Rescinding R.O.W.E. Smart Business Strategy or Workaholic Syndrome?

April 29, 2013 by Careerminds

It’s official! U.S. workers are taking it too far. We take fewer vacations, work longer hours, accept pitiful maternity leave policies and are over all, overworked.

In response to this tiring work ethic, mixed with the intrinsically autonomous millenials entering the workforce, work-from-home and telecommuting models of business have emerged. Most teleworkers don’t work remotely full-time, currently the norm is 1-2 business days per week out of the office.

Employees love the flexibility and freedom of telecommuting, and business enjoy the increased productivity that reportedly takes place. Telecommuting increases relatxation and decreases the need for sick days. There are quite a few benefits telecommuting, but problem is that few companies have really prepared their business and work models to smoothly mesh with it.

Much to the chagrin of her employees, Marissa Meyer, CEO of Yahoo, has put a ban on telecommuting. Yahoo has long been known for their employer brand and perks, telecommuting being one of them. A rumored memo was sent out giving employees the choice between working from home, or not working at all. Do we have a workaholic on a rant on our hands, or perhaps is this a case of a few spoiling it for the rest? The answer is yes. Meyer is a reported workaholic, but there were in fact many employees taking advantage of the lack of supervision that telecommuting can lend.

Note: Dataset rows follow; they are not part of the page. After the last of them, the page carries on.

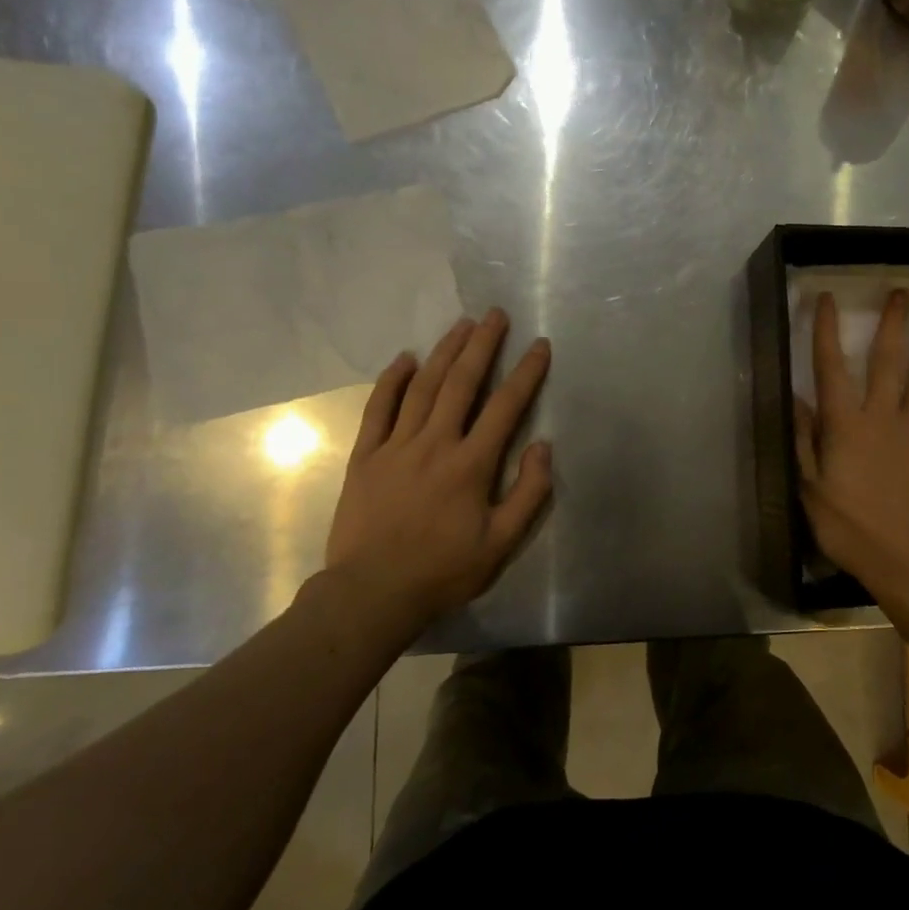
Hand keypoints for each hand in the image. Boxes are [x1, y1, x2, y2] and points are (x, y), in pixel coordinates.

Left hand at [320, 309, 552, 635]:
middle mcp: (435, 444)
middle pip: (462, 383)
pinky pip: (379, 409)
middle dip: (482, 344)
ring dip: (444, 352)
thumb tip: (543, 447)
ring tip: (462, 324)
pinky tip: (406, 358)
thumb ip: (529, 493)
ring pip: (423, 387)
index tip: (539, 345)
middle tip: (496, 314)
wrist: (371, 594)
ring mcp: (395, 447)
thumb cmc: (443, 571)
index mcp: (471, 464)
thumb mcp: (501, 543)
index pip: (505, 406)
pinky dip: (392, 380)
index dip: (526, 373)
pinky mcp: (365, 457)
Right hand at [794, 290, 908, 592]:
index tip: (829, 299)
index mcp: (845, 425)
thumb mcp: (812, 491)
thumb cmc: (853, 529)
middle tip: (903, 293)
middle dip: (892, 324)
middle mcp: (882, 416)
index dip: (828, 332)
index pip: (831, 368)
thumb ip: (805, 442)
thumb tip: (797, 401)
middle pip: (887, 361)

Best Buy, another company on the downturn, has followed suit by downsizing their telecommuting program. Best Buy implemented their Results Only Work Environment (ROWE) program in ’05 and it was quite successful. So successful in fact, that Best Buy created a subsidary called CultureRx to export the concept to other companies. But like Meyer, Best Buy CEO, Hubert Joly saw flaws in this model from the leadership perspective. Currently, Best Buy takes the stance that not all employees are banned from telecommuting, but rather it is a decision that the individual employee and manager will make together.

With all of the obvious benefits of telecommuting, why did these two companies decide to end or minimize their telecommuting programs? Both seem to have a “Report for duty” attitude in facing the decline of their respective companies head on.

The memo from Yahoo said, “In order to become the absolute best place to work, communication and collaboration will be important, so we need to be working side-by-side. That is why it is critical that we are all present in our offices. Some of the best decisions and insights come from hallway and cafeteria discussions, meeting new people, and impromptu team meetings. Speed and quality are often sacrificed when we work from home. We need to be one Yahoo!, and that starts with physically being together.”

Shelman, a Best Buy exec said, “We believe in employee flexibility but it needs to come in the context of a conversation, a conversation that is about what the results are and how the work gets done.”

Obviously, the decision to ban telecommuting has not been well received. This means less time with families, more time commuting, less relaxation and freedom, and above all, who wants to wear pants all the time? Increased productivity and lowered cost to the company doesn’t necessarily translate for every company and every employee. Finding the balance is never easy, but it sounds like Best Buy might be on to something. Creating a conversation and policies that clearly define the expectations of the teleworker might be the steps we need in getting closer to a work-life balance.